-------- Record set
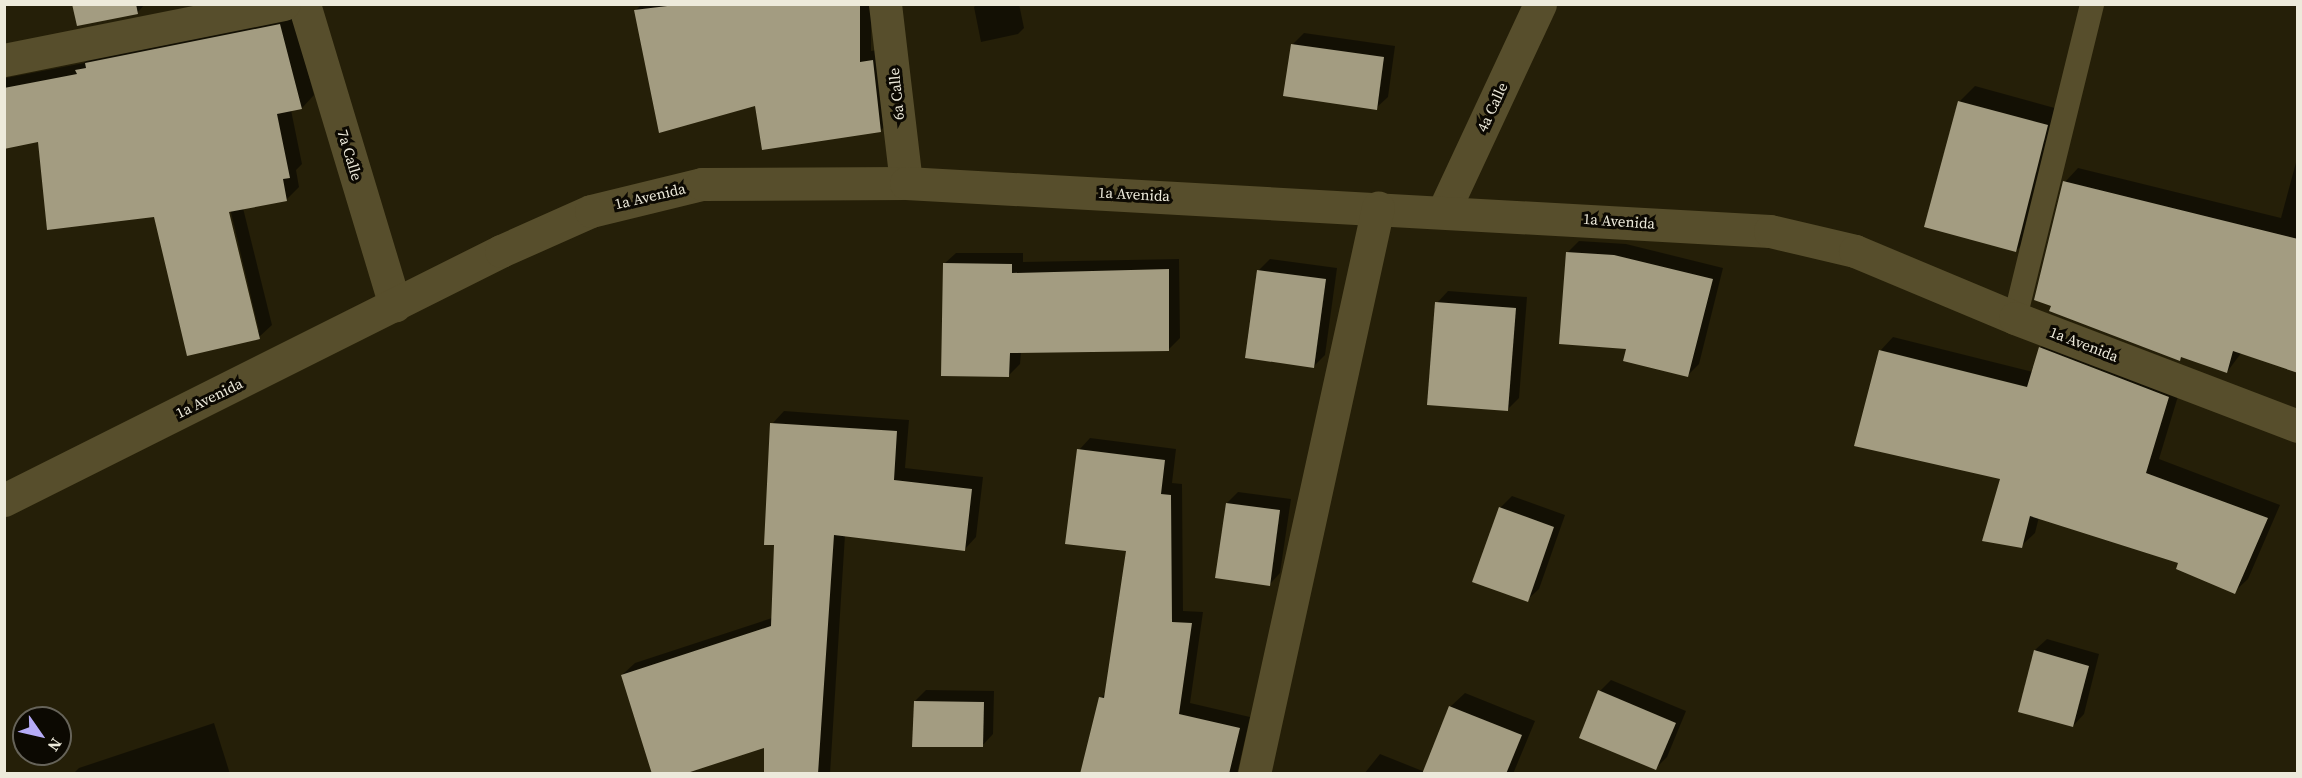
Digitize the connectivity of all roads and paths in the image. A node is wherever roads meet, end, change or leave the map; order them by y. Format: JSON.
{"nodes":[{"id":1,"x":283,"y":4,"type":"edge"},
{"id":2,"x":304,"y":4,"type":"edge"},
{"id":3,"x":885,"y":4,"type":"edge"},
{"id":4,"x":1540,"y":4,"type":"edge"},
{"id":5,"x":2092,"y":4,"type":"edge"},
{"id":6,"x":4,"y":60,"type":"edge"},
{"id":7,"x":906,"y":183,"type":"junction"},
{"id":8,"x":1378,"y":207,"type":"junction"},
{"id":9,"x":1444,"y":210,"type":"junction"},
{"id":10,"x":396,"y":306,"type":"junction"},
{"id":11,"x":2015,"y":318,"type":"junction"},
{"id":12,"x":2298,"y":426,"type":"edge"},
{"id":13,"x":4,"y":500,"type":"edge"},
{"id":14,"x":1254,"y":774,"type":"edge"}],
"edges":[{"from":1,"to":6,"type":"street"},
{"from":2,"to":10,"type":"street","name":"7a Calle"},
{"from":3,"to":7,"type":"street","name":"6a Calle"},
{"from":4,"to":9,"type":"street","name":"4a Calle"},
{"from":5,"to":11,"type":"lane"},
{"from":7,"to":8,"type":"street","name":"1a Avenida"},
{"from":7,"to":10,"type":"street","name":"1a Avenida"},
{"from":8,"to":9,"type":"street","name":"1a Avenida"},
{"from":8,"to":14,"type":"street"},
{"from":9,"to":11,"type":"street","name":"1a Avenida"},
{"from":10,"to":13,"type":"street","name":"1a Avenida"},
{"from":11,"to":12,"type":"street","name":"1a Avenida"}]}
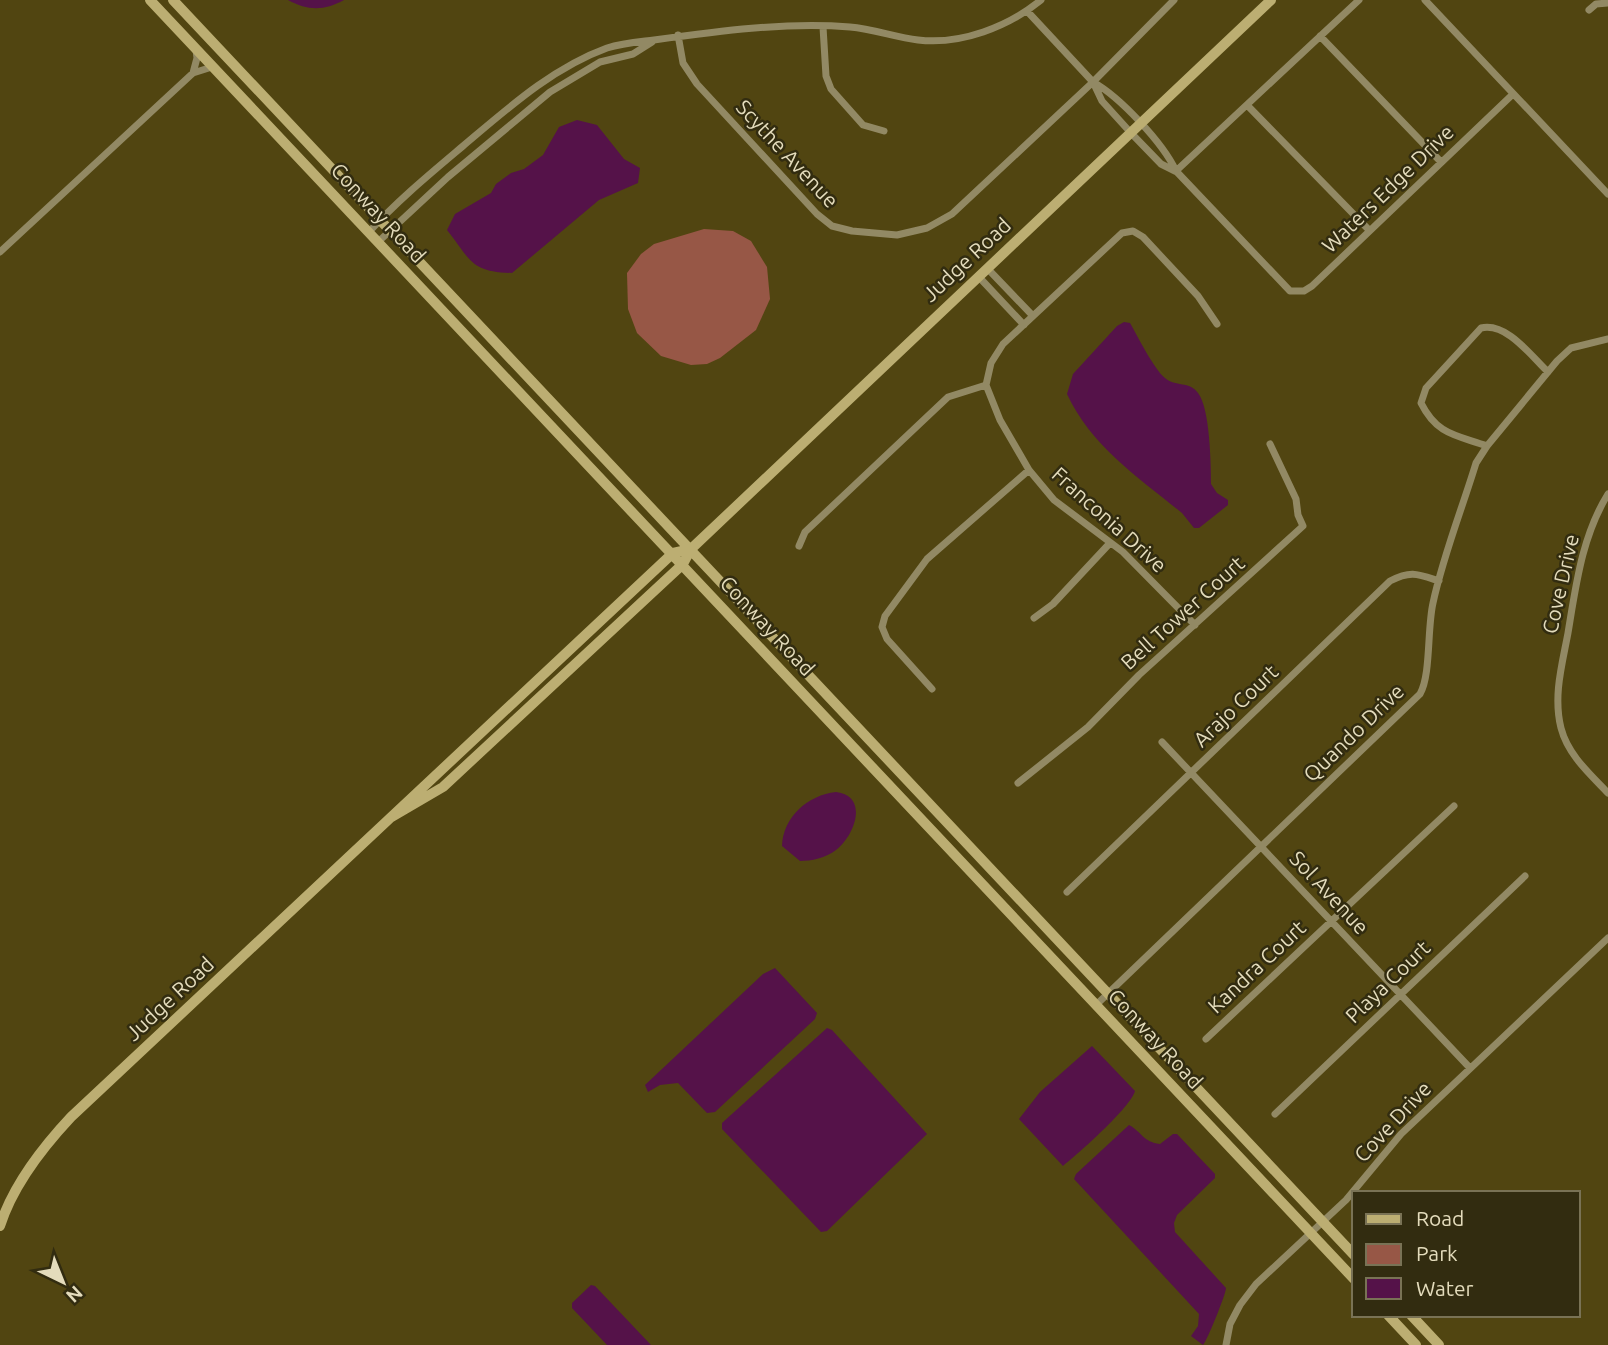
----------------
Problem requirements: Give a verbatim transcription of the entries, leaving out the pictures.

Exercise answer:
Digitize the connectivity of all roads and paths in the image. A node is wherever roads meet, end, change or leave the map; order them by y. Format: JSON.
{"nodes":[{"id":1,"x":283,"y":4,"type":"edge"},
{"id":2,"x":304,"y":4,"type":"edge"},
{"id":3,"x":885,"y":4,"type":"edge"},
{"id":4,"x":1540,"y":4,"type":"edge"},
{"id":5,"x":2092,"y":4,"type":"edge"},
{"id":6,"x":4,"y":60,"type":"edge"},
{"id":7,"x":906,"y":183,"type":"junction"},
{"id":8,"x":1378,"y":207,"type":"junction"},
{"id":9,"x":1444,"y":210,"type":"junction"},
{"id":10,"x":396,"y":306,"type":"junction"},
{"id":11,"x":2015,"y":318,"type":"junction"},
{"id":12,"x":2298,"y":426,"type":"edge"},
{"id":13,"x":4,"y":500,"type":"edge"},
{"id":14,"x":1254,"y":774,"type":"edge"}],
"edges":[{"from":1,"to":6,"type":"street"},
{"from":2,"to":10,"type":"street","name":"7a Calle"},
{"from":3,"to":7,"type":"street","name":"6a Calle"},
{"from":4,"to":9,"type":"street","name":"4a Calle"},
{"from":5,"to":11,"type":"lane"},
{"from":7,"to":8,"type":"street","name":"1a Avenida"},
{"from":7,"to":10,"type":"street","name":"1a Avenida"},
{"from":8,"to":9,"type":"street","name":"1a Avenida"},
{"from":8,"to":14,"type":"street"},
{"from":9,"to":11,"type":"street","name":"1a Avenida"},
{"from":10,"to":13,"type":"street","name":"1a Avenida"},
{"from":11,"to":12,"type":"street","name":"1a Avenida"}]}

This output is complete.